Sawtooth – a compound adjective which doesn’t tell the whole story. For a saw to work the alternate teeth must be splayed left and right. But nobody had told me when - aged seven? eight? - I received a Kiddie’s Carpenter Set. Grinding away with an inadequately jagged piece of metal, hands blistered, I fashioned two bits of wood, nailed them together, called it a fighter plane and gave it to my grandmother to show my grandfather who in his surly way constantly urged me towards woodmanship.

The pieces became detached in my grandmother’s handbag and were unidentifiable when handed over, leaving my grandfather characteristically irritated. At least he didn’t beat me.
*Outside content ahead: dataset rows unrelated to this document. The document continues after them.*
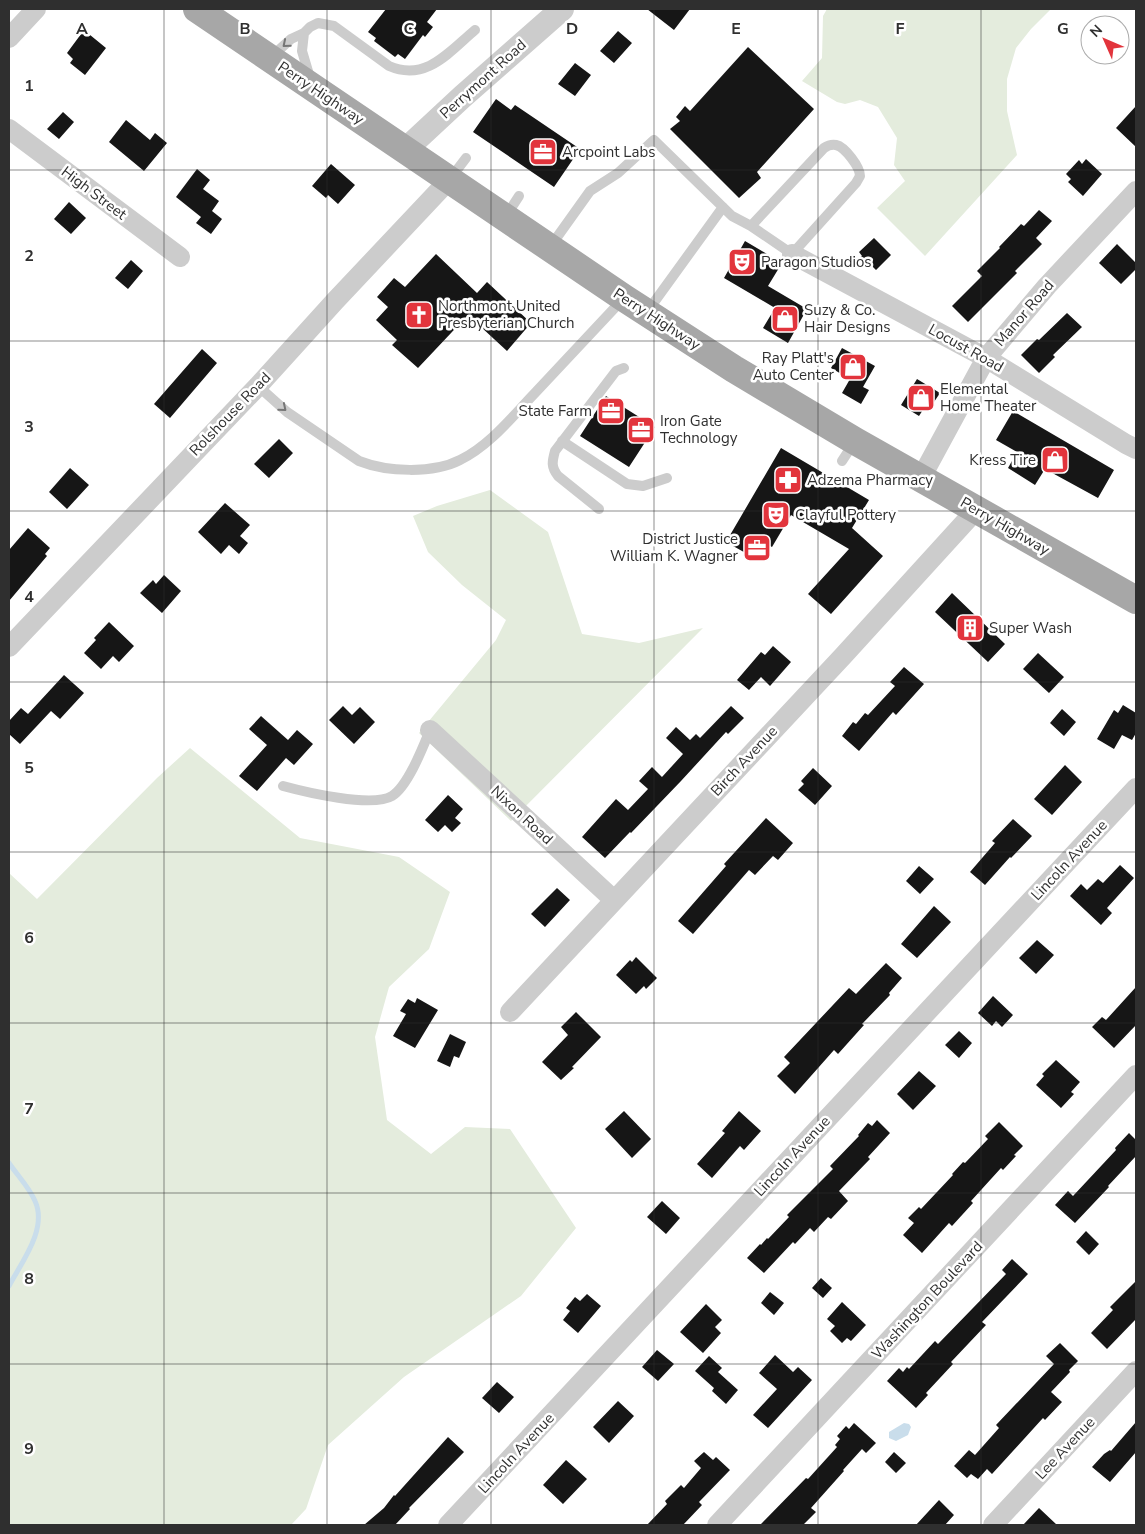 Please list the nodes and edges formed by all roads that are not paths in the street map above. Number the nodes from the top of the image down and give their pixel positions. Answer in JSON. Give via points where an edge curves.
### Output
{"nodes":[{"id":1,"x":36,"y":9,"type":"edge"},
{"id":2,"x":196,"y":9,"type":"edge"},
{"id":3,"x":562,"y":9,"type":"edge"},
{"id":4,"x":475,"y":30,"type":"dead end"},
{"id":5,"x":304,"y":33,"type":"junction"},
{"id":6,"x":9,"y":38,"type":"edge"},
{"id":7,"x":269,"y":58,"type":"junction"},
{"id":8,"x":317,"y":91,"type":"junction"},
{"id":9,"x":9,"y":130,"type":"edge"},
{"id":10,"x":405,"y":150,"type":"junction"},
{"id":11,"x":466,"y":158,"type":"dead end"},
{"id":12,"x":449,"y":180,"type":"junction"},
{"id":13,"x":1136,"y":191,"type":"edge"},
{"id":14,"x":519,"y":196,"type":"dead end"},
{"id":15,"x":723,"y":207,"type":"junction"},
{"id":16,"x":504,"y":218,"type":"junction"},
{"id":17,"x":751,"y":226,"type":"junction"},
{"id":18,"x":549,"y":248,"type":"junction"},
{"id":19,"x":792,"y":254,"type":"junction"},
{"id":20,"x":180,"y":257,"type":"dead end"},
{"id":21,"x":624,"y":298,"type":"junction"},
{"id":22,"x":646,"y":313,"type":"junction"},
{"id":23,"x":986,"y":358,"type":"junction"},
{"id":24,"x":624,"y":368,"type":"dead end"},
{"id":25,"x":258,"y":386,"type":"junction"},
{"id":26,"x":562,"y":441,"type":"junction"},
{"id":27,"x":1136,"y":449,"type":"edge"},
{"id":28,"x":667,"y":478,"type":"dead end"},
{"id":29,"x":921,"y":478,"type":"junction"},
{"id":30,"x":598,"y":509,"type":"dead end"},
{"id":31,"x":976,"y":510,"type":"junction"},
{"id":32,"x":1136,"y":600,"type":"edge"},
{"id":33,"x":9,"y":647,"type":"edge"},
{"id":34,"x":430,"y":730,"type":"joint"},
{"id":35,"x":283,"y":786,"type":"dead end"},
{"id":36,"x":1136,"y":788,"type":"edge"},
{"id":37,"x":614,"y":900,"type":"junction"},
{"id":38,"x":510,"y":1012,"type":"dead end"},
{"id":39,"x":1136,"y":1075,"type":"edge"},
{"id":40,"x":1136,"y":1371,"type":"edge"},
{"id":41,"x":448,"y":1525,"type":"edge"},
{"id":42,"x":717,"y":1525,"type":"edge"},
{"id":43,"x":993,"y":1525,"type":"edge"}],
"edges":[{"from":1,"to":6,"type":"street"},
{"from":2,"to":7,"type":"main road","name":"Perry Highway"},
{"from":3,"to":10,"type":"street","name":"Perrymont Road"},
{"from":4,"to":5,"type":"lane","via":[[439,61],[417,71],[389,66],[334,26],[318,23]]},
{"from":5,"to":7,"type":"lane","one_way":true,"via":[[291,39]]},
{"from":5,"to":8,"type":"lane","via":[[304,59]]},
{"from":7,"to":8,"type":"main road","name":"Perry Highway"},
{"from":8,"to":10,"type":"main road","name":"Perry Highway"},
{"from":9,"to":20,"type":"street","name":"High Street"},
{"from":10,"to":12,"type":"main road","name":"Perry Highway"},
{"from":11,"to":12,"type":"lane"},
{"from":12,"to":16,"type":"main road","name":"Perry Highway"},
{"from":12,"to":25,"type":"street","name":"Rolshouse Road"},
{"from":13,"to":23,"type":"street","name":"Manor Road","via":[[1047,286]]},
{"from":14,"to":16,"type":"lane"},
{"from":15,"to":17,"type":"lane"},
{"from":15,"to":18,"type":"lane","via":[[654,140],[618,173],[590,191]]},
{"from":15,"to":22,"type":"lane"},
{"from":16,"to":18,"type":"main road","name":"Perry Highway"},
{"from":17,"to":19,"type":"lane"},
{"from":17,"to":19,"type":"lane","via":[[824,148],[835,144],[840,147],[858,165],[860,176]]},
{"from":18,"to":21,"type":"main road","name":"Perry Highway"},
{"from":19,"to":23,"type":"street","name":"Locust Road"},
{"from":21,"to":22,"type":"main road","name":"Perry Highway"},
{"from":25,"to":21,"type":"lane","one_way":true,"via":[[287,412],[359,462],[409,470],[438,467],[460,460],[485,444]]},
{"from":22,"to":29,"type":"main road","name":"Perry Highway","via":[[734,369],[848,451]]},
{"from":23,"to":27,"type":"street","name":"Locust Road"},
{"from":23,"to":29,"type":"street","name":"Manor Road"},
{"from":24,"to":26,"type":"lane","via":[[616,371]]},
{"from":25,"to":33,"type":"street","name":"Rolshouse Road"},
{"from":26,"to":28,"type":"lane","via":[[627,484],[643,486]]},
{"from":26,"to":30,"type":"lane","via":[[553,457],[554,470]]},
{"from":29,"to":31,"type":"main road","name":"Perry Highway"},
{"from":31,"to":32,"type":"main road","name":"Perry Highway"},
{"from":31,"to":37,"type":"street","name":"Birch Avenue"},
{"from":34,"to":35,"type":"lane","via":[[407,779],[393,796],[361,800]]},
{"from":34,"to":37,"type":"street","name":"Nixon Road"},
{"from":36,"to":41,"type":"street","name":"Lincoln Avenue"},
{"from":37,"to":38,"type":"street","name":"Birch Avenue"},
{"from":39,"to":42,"type":"street","name":"Washington Boulevard"},
{"from":40,"to":43,"type":"street","name":"Lee Avenue"}]}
His cane, which had a silver ferrule at one end, lay along the picture rail of his living room, a minatory presence.

TOP, ER, TEN Julia asked about Mrs BB’s top ten books from the 200-plus titles she read in 2009. Here they are:

Case Histories, by Kate Atkinson
Disobedience, by Naomi Alderman
The Other Hand, by Chris Cleve
A Month in the Country, by J. L. Carr
The Siege of Krishnapur, by J. G. Farrell
The Cellist of Sarajevo, by Steven Galloway
Alfred and Emily, by Doris Lessing
The Redundancy of Courage, by Timothy Mo
The Third Policeman, by Flann O’Brian
Home, by Marilynne Robinson
Gilead, by Marilynne Robinson.
The Cutting Room, by Louise Welsh

Sharp-eyed readers will notice this list includes twelve books, those that Mrs BB scored 7, 8 and 9 out of 10. I am told no book has ever scored the full 10. To my astonishment I find I have read one of these books, albeit thirty years ago.

Novel progress 10/1/10. Ch. 11: 1756 words. Chs. 1 - 10: 44,765 words. Comments: Hatch jogs.